For complementary work on neural topological representations (using persistent homology and other techniques), see [21–24].

#### Topological changes in the presence of decaying connections.

In [25] the authors considered rodent hippocampal firing models that are related to ours, but different in key aspects. Here the authors considered one square arena with one square hole in the middle, and one trajectory that fully explores the arena. In their model, the authors considered only pairwise connections between neurons. These pairwise links were added by a rule similar to the cofiring rule described above. The links were allowed to decay via two models: an exponential decay model, and a fixed lifetime model similar to ours. A simplicial complex was then obtained from these pairwise links by taking the associated *clique complex*. In this construction, a *d*-simplex for *d* ≥ 2 is added whenever all the edges between the vertices in the simplex are present.

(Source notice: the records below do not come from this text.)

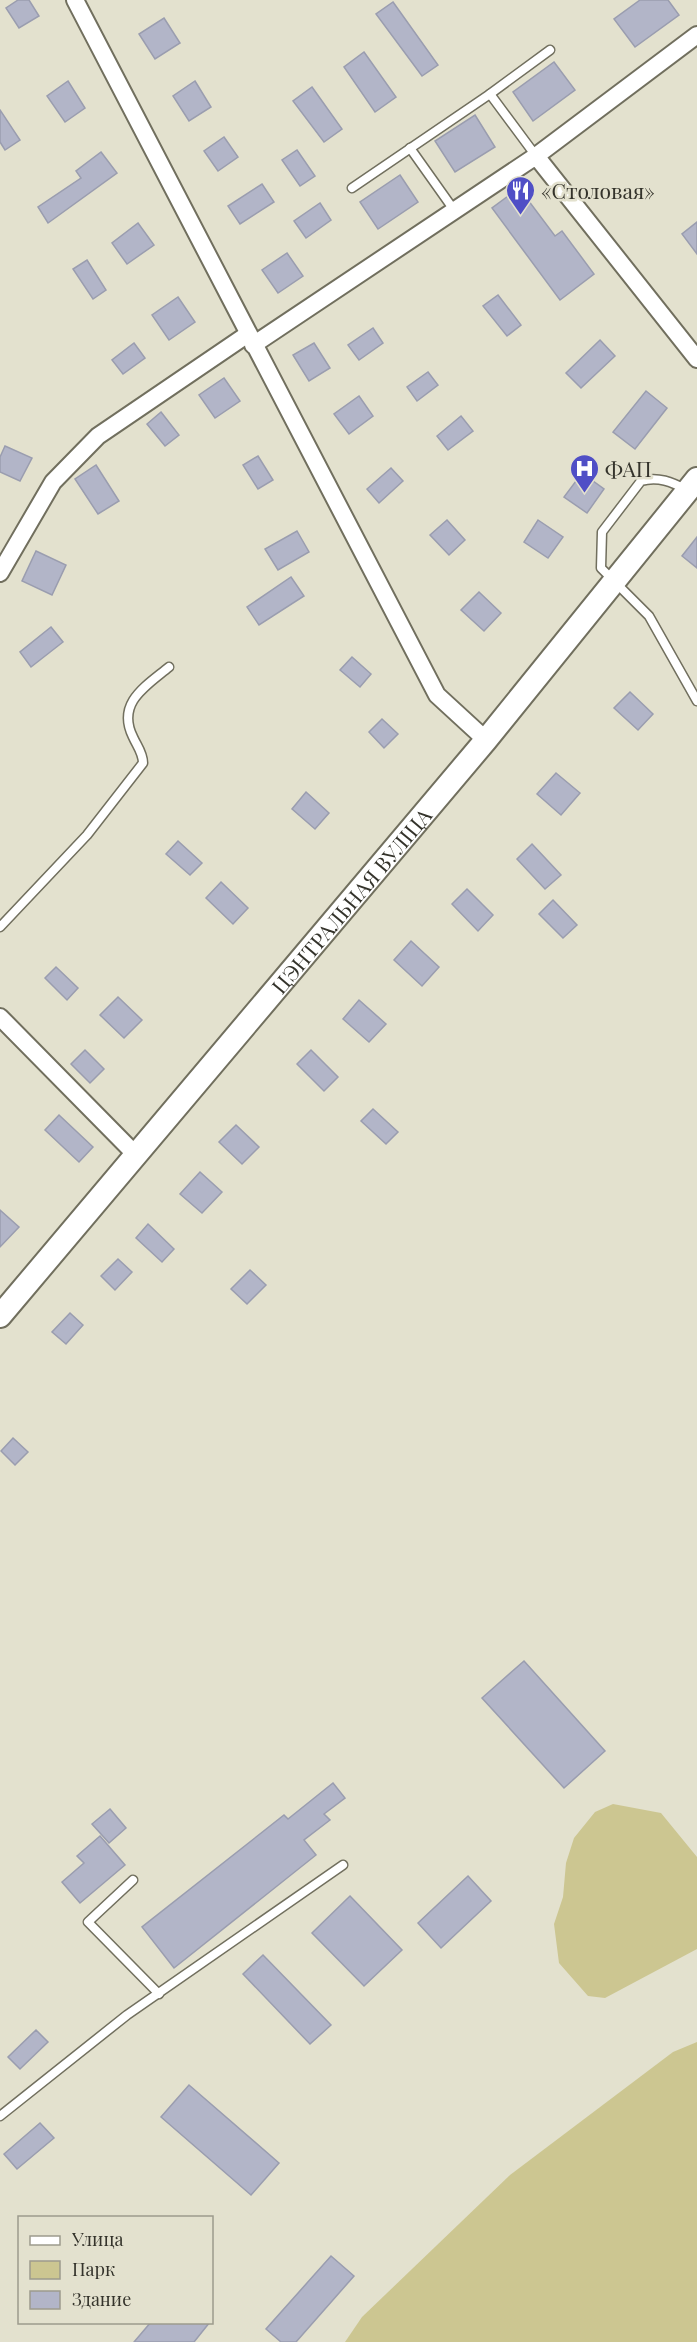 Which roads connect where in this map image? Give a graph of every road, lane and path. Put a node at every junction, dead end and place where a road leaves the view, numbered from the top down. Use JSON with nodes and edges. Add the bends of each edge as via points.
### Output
{"nodes":[{"id":1,"x":75,"y":0,"type":"edge"},
{"id":2,"x":697,"y":36,"type":"edge"},
{"id":3,"x":550,"y":50,"type":"dead end"},
{"id":4,"x":490,"y":94,"type":"junction"},
{"id":5,"x":410,"y":148,"type":"junction"},
{"id":6,"x":536,"y":156,"type":"junction"},
{"id":7,"x":352,"y":188,"type":"dead end"},
{"id":8,"x":454,"y":210,"type":"junction"},
{"id":9,"x":250,"y":340,"type":"junction"},
{"id":10,"x":697,"y":359,"type":"edge"},
{"id":11,"x":693,"y":484,"type":"edge"},
{"id":12,"x":0,"y":573,"type":"edge"},
{"id":13,"x":615,"y":580,"type":"junction"},
{"id":14,"x":169,"y":667,"type":"dead end"},
{"id":15,"x":697,"y":701,"type":"edge"},
{"id":16,"x":486,"y":740,"type":"junction"},
{"id":17,"x":0,"y":927,"type":"edge"},
{"id":18,"x":0,"y":1017,"type":"edge"},
{"id":19,"x":136,"y":1155,"type":"junction"},
{"id":20,"x":0,"y":1316,"type":"edge"},
{"id":21,"x":343,"y":1865,"type":"dead end"},
{"id":22,"x":133,"y":1880,"type":"dead end"},
{"id":23,"x":159,"y":1994,"type":"junction"},
{"id":24,"x":0,"y":2116,"type":"edge"}],
"edges":[{"from":1,"to":9,"type":"street"},
{"from":2,"to":6,"type":"street"},
{"from":3,"to":4,"type":"lane"},
{"from":4,"to":5,"type":"lane"},
{"from":4,"to":6,"type":"lane"},
{"from":5,"to":7,"type":"lane"},
{"from":5,"to":8,"type":"lane"},
{"from":6,"to":8,"type":"street"},
{"from":6,"to":10,"type":"street"},
{"from":8,"to":9,"type":"street"},
{"from":9,"to":12,"type":"street","via":[[98,436],[80,452],[52,482]]},
{"from":9,"to":16,"type":"street","via":[[437,695]]},
{"from":11,"to":13,"type":"street","name":"ЦЭНТРАЛЬНАЯ ВУЛІЦА"},
{"from":11,"to":13,"type":"lane","via":[[649,479],[641,481],[626,498],[602,532],[602,568]]},
{"from":13,"to":15,"type":"lane","via":[[649,616]]},
{"from":13,"to":16,"type":"street","name":"ЦЭНТРАЛЬНАЯ ВУЛІЦА"},
{"from":14,"to":17,"type":"lane","via":[[137,693],[128,707],[127,726],[143,763],[87,835]]},
{"from":16,"to":19,"type":"street","name":"ЦЭНТРАЛЬНАЯ ВУЛІЦА"},
{"from":18,"to":19,"type":"street"},
{"from":19,"to":20,"type":"street","name":"ЦЭНТРАЛЬНАЯ ВУЛІЦА"},
{"from":21,"to":23,"type":"lane"},
{"from":22,"to":23,"type":"lane","via":[[88,1922]]},
{"from":23,"to":24,"type":"lane"}]}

This is less expensive than constructing a nerve complex. However, the clique complex is generally different from the nerve complex, and so the guiding principle afforded by the Nerve Theorem does not apply in this setting.

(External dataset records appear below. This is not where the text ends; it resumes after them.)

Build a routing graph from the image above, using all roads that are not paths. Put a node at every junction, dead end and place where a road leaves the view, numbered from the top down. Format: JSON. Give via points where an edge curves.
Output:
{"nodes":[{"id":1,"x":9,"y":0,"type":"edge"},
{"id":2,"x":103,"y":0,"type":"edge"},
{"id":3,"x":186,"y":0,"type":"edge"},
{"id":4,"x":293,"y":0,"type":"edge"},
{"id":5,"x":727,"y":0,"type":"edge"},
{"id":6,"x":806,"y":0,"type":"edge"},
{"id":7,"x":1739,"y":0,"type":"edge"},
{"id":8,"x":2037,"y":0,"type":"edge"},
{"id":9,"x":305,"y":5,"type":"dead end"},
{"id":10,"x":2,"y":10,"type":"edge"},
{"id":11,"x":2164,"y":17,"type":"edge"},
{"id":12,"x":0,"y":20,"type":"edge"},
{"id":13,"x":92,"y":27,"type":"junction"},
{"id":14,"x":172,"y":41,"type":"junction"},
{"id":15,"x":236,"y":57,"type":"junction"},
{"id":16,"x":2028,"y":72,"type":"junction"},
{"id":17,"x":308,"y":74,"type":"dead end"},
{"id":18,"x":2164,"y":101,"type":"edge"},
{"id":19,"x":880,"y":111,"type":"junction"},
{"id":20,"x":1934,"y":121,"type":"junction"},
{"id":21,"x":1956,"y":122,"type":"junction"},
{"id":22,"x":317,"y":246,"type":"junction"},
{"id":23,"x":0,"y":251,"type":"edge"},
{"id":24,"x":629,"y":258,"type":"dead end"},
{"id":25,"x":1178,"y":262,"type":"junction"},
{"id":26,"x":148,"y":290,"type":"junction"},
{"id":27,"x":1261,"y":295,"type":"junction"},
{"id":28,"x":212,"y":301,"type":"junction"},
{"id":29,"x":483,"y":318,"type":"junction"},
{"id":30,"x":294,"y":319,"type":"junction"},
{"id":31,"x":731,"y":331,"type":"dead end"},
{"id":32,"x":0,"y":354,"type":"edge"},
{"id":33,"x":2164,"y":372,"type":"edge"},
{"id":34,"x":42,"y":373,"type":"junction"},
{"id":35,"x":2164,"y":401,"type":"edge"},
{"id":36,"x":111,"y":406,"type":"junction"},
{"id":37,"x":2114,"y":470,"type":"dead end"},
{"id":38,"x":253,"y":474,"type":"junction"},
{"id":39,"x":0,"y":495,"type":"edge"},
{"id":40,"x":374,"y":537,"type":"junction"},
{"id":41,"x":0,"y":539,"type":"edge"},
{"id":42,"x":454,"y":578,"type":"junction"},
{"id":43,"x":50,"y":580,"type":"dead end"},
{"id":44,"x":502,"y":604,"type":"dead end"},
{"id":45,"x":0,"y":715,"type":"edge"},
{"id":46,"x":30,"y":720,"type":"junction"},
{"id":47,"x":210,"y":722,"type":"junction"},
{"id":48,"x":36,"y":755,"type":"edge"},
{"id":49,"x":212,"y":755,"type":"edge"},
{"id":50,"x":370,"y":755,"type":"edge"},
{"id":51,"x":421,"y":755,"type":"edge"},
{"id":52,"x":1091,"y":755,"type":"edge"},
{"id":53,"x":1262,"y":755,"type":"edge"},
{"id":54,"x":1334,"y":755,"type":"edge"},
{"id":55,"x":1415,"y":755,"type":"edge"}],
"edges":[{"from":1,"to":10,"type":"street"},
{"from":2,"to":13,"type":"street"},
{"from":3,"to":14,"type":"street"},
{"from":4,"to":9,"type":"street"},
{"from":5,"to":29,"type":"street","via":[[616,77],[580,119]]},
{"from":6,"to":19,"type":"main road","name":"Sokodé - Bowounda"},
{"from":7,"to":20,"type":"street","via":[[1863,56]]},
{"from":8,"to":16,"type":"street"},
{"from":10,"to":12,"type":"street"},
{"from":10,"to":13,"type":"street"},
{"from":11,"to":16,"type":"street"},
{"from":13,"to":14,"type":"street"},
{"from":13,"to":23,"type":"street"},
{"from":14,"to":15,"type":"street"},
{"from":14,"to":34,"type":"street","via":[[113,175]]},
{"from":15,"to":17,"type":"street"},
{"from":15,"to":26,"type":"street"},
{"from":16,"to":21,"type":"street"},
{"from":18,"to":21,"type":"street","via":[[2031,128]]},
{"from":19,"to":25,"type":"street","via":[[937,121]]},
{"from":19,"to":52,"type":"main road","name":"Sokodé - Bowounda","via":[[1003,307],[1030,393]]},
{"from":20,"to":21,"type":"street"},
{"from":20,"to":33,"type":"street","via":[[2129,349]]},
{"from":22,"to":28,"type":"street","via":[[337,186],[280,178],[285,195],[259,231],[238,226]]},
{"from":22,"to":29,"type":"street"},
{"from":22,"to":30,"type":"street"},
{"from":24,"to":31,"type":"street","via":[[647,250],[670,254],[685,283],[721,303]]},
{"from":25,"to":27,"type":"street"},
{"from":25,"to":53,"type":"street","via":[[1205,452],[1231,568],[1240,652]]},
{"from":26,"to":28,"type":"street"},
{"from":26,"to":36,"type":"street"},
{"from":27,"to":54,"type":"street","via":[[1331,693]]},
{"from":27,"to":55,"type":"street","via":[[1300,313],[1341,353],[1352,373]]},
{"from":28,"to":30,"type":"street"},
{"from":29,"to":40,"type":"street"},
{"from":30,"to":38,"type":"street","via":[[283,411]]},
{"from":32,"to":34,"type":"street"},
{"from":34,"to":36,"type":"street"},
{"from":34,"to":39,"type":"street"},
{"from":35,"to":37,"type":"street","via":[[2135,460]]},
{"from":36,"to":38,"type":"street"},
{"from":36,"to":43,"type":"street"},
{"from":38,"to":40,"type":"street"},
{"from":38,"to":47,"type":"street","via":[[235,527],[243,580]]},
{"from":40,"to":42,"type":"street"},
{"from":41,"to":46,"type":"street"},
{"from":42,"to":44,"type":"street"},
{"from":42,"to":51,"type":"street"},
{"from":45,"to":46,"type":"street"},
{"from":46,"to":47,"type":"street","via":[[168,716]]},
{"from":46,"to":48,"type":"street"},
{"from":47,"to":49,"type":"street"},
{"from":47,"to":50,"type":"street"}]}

The authors of [25] applied zigzag persistent homology to this dynamic clique complex for a range of decay rates and obtained persistence barcodes. The crux of their work was in showing that at least for the exponential decay model, the 0 and 1-dimensional homology vector spaces both have rank 1 for all times after some time threshold. In other words, they showed that the instantaneous 0 and 1-dimensional homology rank matches the 0 and 1-dimensional homology rank of the arena, after some time length.

#### Our approach: Zigzag persistent homology, bottleneck distances, and error rates.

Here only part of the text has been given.